En el llamado parque de La Catedral de Matanzas se alza sobre un modesto pedestal la estatua de José Jacinto Milanés, situada a la vera de una de las más concurridas calles matanceras que lleva su nombre y a media cuadra de la casa donde murió.

Decir Milanés es decir Matanzas y de él se han escrito miles de cuartillas ensalzando su poética labor.  Sin embargo, poco se ha dicho, a juicio nuestro, del Milanés social y patriota.  En Matanzas en este sentido es meritorio el libro biografía José Jacinto Milanés de Urbano Martínez Carmenate, quien ahora labora en su segunda edición.

De Milanés  resaltan estas condiciones, aún entre su producción más lírica.  Dos poemas de su obra inicial llaman poderosamente la atención:  “La Fuga de la Tórtola” y  “La Madrugada”.  En la primera se lamenta de la avecilla que voló hacia la libertad del monte y la califica de “cimarronzuela”, lo que invita a los lectores a identificar la libertad con el cimarronaje.  El segundo es un canto a la excelsa belleza de la campiña cubana, al suelo que ama con hondo cariño y lo cual expone con todo su esplendor como sello de la tierra natal.

En 1835 José Jacinto Milanés escribe una atrevida composición poética titulada “El negro alzado” dedicada a un cimarrón donde, entre otras cosas, pone en la boca del rancheador crueles frases que sitúan al desnudo su naturaleza inhumana.    El estremecedor poema es un canto abolicionista, cuando esta idea, bajo el régimen colonial, era casi un delito.  Muchos años después el importante hombre de letras Salvador Arias lo catalogaría como “el primer poema verdaderamente antiesclavista en nuestra historia”.

El 11 de septiembre de 1838, en un ambiente cargado de disputas y encontronazos del púbico por algunas obras presentadas con anterioridad, se estrena en el teatro Tacón de La Habana, el Conde Alarcos, con la ausencia del autor, afectado por un fuerte dolor de cabeza.  Tanto el público, como la prensa y los intelectuales lo acogieron con elogiosos criterios, pero también despertó la ojeriza de las autoridades, hasta el punto de prohibir el Capitán General su puesta en escena en Matanzas.  Fue necesario esperar algo más de un año para ver el drama concebido por el matancero. ¿Dónde radicaba el problema?
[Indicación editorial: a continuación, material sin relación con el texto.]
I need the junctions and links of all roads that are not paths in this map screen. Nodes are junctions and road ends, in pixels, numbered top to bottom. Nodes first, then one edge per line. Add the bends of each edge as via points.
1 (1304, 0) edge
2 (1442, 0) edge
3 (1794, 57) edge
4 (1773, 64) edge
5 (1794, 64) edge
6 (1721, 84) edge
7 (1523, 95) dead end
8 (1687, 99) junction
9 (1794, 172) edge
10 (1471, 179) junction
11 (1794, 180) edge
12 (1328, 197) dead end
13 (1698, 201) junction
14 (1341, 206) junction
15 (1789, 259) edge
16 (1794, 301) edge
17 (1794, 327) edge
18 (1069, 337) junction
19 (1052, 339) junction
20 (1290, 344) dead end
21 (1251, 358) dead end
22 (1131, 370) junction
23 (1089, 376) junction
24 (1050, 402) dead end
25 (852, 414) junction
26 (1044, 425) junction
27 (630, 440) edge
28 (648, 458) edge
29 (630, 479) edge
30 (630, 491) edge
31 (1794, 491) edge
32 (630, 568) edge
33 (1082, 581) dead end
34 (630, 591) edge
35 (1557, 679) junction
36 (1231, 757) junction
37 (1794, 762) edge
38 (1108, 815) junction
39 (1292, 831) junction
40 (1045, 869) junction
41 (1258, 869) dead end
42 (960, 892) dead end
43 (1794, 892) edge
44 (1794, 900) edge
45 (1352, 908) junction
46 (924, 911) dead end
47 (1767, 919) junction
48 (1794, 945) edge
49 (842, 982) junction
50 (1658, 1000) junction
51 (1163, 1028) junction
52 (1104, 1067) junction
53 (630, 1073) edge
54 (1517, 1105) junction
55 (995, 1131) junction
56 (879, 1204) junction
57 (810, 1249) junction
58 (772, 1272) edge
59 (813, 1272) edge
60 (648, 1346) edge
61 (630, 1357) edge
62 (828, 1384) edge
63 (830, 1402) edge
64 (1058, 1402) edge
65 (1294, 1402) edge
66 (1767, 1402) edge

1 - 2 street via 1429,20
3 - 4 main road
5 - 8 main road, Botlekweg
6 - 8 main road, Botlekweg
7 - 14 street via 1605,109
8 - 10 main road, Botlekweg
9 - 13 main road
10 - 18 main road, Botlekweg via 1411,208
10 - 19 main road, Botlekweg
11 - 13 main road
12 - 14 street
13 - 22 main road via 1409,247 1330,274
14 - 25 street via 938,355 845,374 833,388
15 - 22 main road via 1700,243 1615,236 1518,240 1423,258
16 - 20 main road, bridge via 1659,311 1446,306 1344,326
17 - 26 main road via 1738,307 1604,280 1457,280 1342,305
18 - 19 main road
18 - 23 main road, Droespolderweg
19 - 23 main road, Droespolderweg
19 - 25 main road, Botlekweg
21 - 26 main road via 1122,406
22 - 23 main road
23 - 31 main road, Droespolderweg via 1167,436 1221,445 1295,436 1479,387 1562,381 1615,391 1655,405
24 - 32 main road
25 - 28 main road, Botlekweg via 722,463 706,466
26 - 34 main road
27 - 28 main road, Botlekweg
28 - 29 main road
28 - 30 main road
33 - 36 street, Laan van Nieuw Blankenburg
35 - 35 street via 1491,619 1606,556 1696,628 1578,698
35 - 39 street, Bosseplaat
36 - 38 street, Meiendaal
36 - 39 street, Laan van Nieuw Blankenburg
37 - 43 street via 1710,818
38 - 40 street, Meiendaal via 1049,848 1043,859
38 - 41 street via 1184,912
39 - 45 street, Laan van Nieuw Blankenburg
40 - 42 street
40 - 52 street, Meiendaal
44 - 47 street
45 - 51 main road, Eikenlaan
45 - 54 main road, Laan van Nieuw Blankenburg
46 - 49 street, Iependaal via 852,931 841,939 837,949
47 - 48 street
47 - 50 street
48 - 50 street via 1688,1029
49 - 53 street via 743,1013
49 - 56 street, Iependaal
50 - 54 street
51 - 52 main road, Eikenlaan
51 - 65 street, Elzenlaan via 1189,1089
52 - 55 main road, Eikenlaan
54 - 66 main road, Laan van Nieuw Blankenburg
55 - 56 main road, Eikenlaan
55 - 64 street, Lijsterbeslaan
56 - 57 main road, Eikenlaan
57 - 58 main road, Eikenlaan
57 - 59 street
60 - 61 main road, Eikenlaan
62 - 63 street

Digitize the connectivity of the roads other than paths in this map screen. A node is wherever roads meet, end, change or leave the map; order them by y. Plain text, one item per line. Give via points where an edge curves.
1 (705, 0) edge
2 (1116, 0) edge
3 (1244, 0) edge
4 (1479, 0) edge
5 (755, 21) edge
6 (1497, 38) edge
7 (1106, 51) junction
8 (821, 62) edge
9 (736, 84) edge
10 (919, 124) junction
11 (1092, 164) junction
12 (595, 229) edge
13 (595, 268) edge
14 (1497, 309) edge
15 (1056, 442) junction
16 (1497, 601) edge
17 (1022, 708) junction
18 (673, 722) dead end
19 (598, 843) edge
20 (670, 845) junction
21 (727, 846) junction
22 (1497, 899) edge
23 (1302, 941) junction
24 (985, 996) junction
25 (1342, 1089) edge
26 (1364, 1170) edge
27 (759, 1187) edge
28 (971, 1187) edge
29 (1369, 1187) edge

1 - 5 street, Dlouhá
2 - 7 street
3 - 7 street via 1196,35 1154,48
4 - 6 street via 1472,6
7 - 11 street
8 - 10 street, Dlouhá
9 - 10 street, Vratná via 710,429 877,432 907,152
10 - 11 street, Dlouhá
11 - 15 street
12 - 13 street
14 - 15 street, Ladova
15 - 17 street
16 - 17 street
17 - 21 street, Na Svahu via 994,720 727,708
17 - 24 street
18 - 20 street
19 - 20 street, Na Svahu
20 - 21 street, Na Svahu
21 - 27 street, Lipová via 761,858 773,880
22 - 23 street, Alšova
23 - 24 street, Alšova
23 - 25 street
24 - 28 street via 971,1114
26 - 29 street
El gobierno entendió, como todo el mundo, que la representación ponía al desnudo la crueldad de la Casa Real y la nobleza, que sin justicia ni lealtad cumplía su función social en beneficio propio sin importarle los valores y necesidades del pueblo.

A mediados de 1842 llegó a La Habana el vate mexicano Ignacio Rodríguez Galván en tránsito hacia la América del Sur.  En la capital cubana lee El Conde Alarcos y el 4 de julio le envía una carta en verso a Milanés  donde le invita a viajar a México buscando aires de libertad para su producción literaria.

Cuando la misiva llegó a sus manos, portada por el limonareño José María de Cárdenas y Rodríguez, Milanés le respondió con sentidos versos,  los cuales reflejan la cima de su patriotismo.  Después de una breve entrada un tanto diplomática, aporta el centro de la cuestión, en la cual puede verter su sincera ideología, pues no es algo para publicar.

Expresa su idea de “… que siempre detesté la tiranía” y le dice que no ha pensado irse de Cuba pues:

“Hijo  de  Cuba  soy:   a ella me liga
Un destino potente, incontrastable:
Con ella voy; forzoso es que la siga
Por una senda horrible o agradable
(…)

Con ella iré mientras la llore esclava,

Con ella iré  cuando la cante libre.”

El poeta vierte todo su patriotismo en el cierre de la composición poética y exclama:

“Buscando  el puerto en noche procelosa,
puedo morir en la difícil vía;
más siempre voy contigo ¡Oh Cuba hermosa!
y apoyado al timón espero el día.”

Aunque esta carta en verso nunca llegó a sus manos, por la prematura muerte del poeta mexicano y el manuscrito fue rescatado por gestiones de Cirilo Villaverde, en ella Milanés muestra su amor por su Patria, el odio al tirano y la esperanza de ver libre a la Nación Cubana.

Su deceso, acaecido en Matanzas, el 14 de noviembre de 1863, conmocionó a la élite literaria del momento y ha dejado una huella indeleble, difícil de borrar en el panorama cultural cubano, aunque a juicio nuestro, se necesita insistir más en su ideario político, pues marca un punto de unidad entre la obra de José María Heredia y Heredia y la de nuestro Apóstol José Martí y Pérez.  De esta forma Milanés siempre estará acodado en el puente, llorará por su tórtola,  seguirá amando inútilmente a Isa y cantándole libre a su Patria esclava.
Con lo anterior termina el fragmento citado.